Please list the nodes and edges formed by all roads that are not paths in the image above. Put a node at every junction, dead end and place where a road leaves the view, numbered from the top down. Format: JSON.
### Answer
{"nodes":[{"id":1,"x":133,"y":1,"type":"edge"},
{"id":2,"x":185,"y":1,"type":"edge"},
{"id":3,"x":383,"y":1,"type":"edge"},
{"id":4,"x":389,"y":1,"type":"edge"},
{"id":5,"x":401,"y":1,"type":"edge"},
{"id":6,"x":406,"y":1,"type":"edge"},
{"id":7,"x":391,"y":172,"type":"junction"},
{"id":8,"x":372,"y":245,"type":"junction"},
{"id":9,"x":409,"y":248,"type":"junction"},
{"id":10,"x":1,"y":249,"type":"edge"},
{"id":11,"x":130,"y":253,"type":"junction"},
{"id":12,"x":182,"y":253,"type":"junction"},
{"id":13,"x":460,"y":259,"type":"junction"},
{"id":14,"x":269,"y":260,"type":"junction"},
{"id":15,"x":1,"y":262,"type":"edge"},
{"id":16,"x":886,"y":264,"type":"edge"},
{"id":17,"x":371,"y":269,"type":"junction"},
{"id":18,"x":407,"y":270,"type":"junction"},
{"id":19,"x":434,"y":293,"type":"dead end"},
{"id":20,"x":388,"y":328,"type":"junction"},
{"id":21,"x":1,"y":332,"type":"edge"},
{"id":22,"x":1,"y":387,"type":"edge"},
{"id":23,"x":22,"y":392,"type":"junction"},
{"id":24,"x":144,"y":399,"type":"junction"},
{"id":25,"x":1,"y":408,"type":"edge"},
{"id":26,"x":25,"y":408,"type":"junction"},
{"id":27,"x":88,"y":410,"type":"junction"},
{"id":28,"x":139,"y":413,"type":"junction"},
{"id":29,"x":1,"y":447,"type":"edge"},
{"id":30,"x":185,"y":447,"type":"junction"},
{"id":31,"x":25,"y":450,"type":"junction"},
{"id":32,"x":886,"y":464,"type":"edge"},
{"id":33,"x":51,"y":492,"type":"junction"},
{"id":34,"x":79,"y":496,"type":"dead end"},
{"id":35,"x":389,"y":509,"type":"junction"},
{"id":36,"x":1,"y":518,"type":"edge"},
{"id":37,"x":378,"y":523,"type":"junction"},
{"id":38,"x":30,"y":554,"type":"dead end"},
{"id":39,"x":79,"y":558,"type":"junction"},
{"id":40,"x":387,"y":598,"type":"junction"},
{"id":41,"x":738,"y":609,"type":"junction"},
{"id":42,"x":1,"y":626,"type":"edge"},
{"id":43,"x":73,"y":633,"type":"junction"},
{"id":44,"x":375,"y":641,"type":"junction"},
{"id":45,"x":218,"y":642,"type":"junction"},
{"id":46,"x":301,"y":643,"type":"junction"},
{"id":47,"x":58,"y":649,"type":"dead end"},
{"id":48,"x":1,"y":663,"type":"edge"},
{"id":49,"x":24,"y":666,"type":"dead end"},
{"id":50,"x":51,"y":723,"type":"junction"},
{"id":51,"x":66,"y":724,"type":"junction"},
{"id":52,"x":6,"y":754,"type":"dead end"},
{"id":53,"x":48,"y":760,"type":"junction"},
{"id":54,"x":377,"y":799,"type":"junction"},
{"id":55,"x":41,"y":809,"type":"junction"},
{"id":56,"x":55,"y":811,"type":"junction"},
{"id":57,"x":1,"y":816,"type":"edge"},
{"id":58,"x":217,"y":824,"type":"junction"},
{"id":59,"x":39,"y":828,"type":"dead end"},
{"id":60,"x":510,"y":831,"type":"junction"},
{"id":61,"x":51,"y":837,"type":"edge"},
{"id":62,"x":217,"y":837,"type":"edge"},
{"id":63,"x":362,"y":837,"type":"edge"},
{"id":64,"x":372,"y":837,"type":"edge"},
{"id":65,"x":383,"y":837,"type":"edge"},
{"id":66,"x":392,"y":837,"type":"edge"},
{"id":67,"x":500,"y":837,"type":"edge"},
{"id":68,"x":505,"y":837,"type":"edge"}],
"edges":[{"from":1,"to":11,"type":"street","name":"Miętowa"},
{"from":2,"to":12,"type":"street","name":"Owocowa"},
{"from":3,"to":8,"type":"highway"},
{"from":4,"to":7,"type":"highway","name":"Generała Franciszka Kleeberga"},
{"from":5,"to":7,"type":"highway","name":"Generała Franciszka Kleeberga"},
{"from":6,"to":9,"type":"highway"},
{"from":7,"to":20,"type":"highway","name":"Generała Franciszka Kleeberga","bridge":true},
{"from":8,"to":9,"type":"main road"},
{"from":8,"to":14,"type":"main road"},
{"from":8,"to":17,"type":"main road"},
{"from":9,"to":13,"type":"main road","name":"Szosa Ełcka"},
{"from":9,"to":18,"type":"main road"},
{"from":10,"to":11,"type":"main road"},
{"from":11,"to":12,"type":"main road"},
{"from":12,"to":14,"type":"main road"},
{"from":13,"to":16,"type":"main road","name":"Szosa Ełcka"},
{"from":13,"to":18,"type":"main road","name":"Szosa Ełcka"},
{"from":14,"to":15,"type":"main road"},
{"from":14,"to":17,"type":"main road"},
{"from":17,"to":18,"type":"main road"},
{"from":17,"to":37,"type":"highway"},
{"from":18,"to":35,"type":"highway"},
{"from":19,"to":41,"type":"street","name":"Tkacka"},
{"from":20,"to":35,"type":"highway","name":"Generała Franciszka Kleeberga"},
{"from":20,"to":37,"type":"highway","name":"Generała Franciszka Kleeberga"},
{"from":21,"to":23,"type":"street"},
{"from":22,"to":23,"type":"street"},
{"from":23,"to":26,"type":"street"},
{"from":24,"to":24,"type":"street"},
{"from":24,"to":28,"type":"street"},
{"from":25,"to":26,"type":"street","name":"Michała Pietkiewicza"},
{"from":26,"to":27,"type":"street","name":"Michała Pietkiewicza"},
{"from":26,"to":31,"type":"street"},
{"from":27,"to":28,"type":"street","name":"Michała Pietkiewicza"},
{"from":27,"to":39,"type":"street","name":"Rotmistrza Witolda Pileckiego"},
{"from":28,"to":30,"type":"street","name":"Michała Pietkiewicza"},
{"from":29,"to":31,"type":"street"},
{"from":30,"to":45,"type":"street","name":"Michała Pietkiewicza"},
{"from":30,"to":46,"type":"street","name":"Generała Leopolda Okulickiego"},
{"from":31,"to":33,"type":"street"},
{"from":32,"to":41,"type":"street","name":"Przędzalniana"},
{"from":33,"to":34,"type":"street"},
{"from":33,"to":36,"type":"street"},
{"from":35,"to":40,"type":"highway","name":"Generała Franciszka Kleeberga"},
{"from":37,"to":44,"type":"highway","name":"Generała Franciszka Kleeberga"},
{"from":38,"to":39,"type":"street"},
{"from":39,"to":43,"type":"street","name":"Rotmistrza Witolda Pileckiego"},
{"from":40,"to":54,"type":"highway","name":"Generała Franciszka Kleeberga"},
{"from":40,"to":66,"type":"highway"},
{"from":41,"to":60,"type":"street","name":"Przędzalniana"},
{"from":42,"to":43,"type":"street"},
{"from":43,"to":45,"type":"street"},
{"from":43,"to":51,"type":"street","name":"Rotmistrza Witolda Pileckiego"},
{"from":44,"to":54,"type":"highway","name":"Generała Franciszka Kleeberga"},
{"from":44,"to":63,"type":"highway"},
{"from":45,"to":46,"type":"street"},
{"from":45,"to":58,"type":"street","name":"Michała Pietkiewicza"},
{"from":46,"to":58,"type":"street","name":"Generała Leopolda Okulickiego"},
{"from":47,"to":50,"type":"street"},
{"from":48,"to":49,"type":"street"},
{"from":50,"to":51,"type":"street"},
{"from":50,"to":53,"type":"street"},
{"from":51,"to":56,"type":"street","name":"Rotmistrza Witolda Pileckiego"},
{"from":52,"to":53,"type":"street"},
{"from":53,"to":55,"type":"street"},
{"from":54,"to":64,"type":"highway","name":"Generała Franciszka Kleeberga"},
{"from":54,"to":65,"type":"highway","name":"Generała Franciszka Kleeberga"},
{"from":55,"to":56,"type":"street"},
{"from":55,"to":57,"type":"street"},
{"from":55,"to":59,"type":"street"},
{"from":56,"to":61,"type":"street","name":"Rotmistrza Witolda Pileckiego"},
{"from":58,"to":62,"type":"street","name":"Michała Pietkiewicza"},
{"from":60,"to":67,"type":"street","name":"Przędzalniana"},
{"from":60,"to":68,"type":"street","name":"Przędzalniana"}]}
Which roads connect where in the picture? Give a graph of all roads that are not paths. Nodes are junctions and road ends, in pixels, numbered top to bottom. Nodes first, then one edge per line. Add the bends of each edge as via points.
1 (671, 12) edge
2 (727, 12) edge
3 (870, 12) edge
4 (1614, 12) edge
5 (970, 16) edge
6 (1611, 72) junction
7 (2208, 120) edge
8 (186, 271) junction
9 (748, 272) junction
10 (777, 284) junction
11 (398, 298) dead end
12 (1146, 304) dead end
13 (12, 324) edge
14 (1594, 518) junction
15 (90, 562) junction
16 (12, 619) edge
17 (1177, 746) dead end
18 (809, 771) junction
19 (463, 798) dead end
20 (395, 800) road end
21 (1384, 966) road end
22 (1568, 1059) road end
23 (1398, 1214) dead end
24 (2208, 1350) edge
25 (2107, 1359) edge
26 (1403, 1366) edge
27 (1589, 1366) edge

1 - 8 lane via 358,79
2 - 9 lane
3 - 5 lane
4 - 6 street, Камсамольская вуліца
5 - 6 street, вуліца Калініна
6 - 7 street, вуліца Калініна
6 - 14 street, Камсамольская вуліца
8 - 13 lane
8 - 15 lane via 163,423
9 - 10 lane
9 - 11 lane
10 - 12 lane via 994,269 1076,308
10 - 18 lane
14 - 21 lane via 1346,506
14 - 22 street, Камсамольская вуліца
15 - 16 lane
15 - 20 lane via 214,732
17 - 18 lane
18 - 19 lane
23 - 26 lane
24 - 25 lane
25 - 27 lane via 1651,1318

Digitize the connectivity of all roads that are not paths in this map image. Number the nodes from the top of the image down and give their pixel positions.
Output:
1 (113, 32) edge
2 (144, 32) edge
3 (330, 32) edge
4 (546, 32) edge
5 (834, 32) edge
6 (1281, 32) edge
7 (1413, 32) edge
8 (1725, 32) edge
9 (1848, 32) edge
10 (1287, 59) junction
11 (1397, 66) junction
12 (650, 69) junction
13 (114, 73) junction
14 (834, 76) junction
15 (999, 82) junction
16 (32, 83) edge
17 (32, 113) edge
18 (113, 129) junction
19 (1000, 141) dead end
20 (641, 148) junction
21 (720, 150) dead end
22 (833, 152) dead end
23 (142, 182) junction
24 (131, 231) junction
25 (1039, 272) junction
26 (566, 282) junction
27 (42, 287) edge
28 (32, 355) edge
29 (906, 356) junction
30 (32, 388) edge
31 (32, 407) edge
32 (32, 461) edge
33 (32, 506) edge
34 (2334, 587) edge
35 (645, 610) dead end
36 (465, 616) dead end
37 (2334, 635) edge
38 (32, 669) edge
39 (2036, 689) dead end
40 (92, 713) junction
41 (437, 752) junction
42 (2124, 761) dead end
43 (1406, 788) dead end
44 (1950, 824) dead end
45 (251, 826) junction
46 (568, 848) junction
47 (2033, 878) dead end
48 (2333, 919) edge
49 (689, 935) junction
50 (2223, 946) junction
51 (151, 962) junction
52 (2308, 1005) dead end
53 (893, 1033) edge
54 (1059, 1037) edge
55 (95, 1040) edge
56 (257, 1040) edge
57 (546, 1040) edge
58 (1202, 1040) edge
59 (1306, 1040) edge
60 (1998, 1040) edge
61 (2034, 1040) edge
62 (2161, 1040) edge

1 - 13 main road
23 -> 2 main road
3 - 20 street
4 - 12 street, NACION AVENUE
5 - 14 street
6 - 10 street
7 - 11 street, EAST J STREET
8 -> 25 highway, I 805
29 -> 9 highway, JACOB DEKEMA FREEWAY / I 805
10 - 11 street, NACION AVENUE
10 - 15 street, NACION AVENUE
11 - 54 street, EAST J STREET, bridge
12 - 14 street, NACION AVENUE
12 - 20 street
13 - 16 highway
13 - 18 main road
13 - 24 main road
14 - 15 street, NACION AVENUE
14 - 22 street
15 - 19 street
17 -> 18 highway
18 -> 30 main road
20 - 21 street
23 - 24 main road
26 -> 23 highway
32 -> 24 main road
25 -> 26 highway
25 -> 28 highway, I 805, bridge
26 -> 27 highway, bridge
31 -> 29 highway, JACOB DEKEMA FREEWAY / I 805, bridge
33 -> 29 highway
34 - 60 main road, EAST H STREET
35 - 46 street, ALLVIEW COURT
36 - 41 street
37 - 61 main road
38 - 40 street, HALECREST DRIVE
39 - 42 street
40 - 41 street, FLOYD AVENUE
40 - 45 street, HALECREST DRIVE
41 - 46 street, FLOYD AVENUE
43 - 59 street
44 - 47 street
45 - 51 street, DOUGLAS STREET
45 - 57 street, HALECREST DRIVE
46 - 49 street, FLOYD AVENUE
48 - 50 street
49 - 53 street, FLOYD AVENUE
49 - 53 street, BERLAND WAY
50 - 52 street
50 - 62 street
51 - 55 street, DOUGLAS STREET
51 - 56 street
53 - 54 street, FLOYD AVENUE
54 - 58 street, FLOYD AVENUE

▶ REQUIRED ACTION
Wherever the word "Przędzalniana" appears in a line of the data, copy that line.

▶ TASK SOLUTION
{"from":32,"to":41,"type":"street","name":"Przędzalniana"},
{"from":41,"to":60,"type":"street","name":"Przędzalniana"},
{"from":60,"to":67,"type":"street","name":"Przędzalniana"},
{"from":60,"to":68,"type":"street","name":"Przędzalniana"}]}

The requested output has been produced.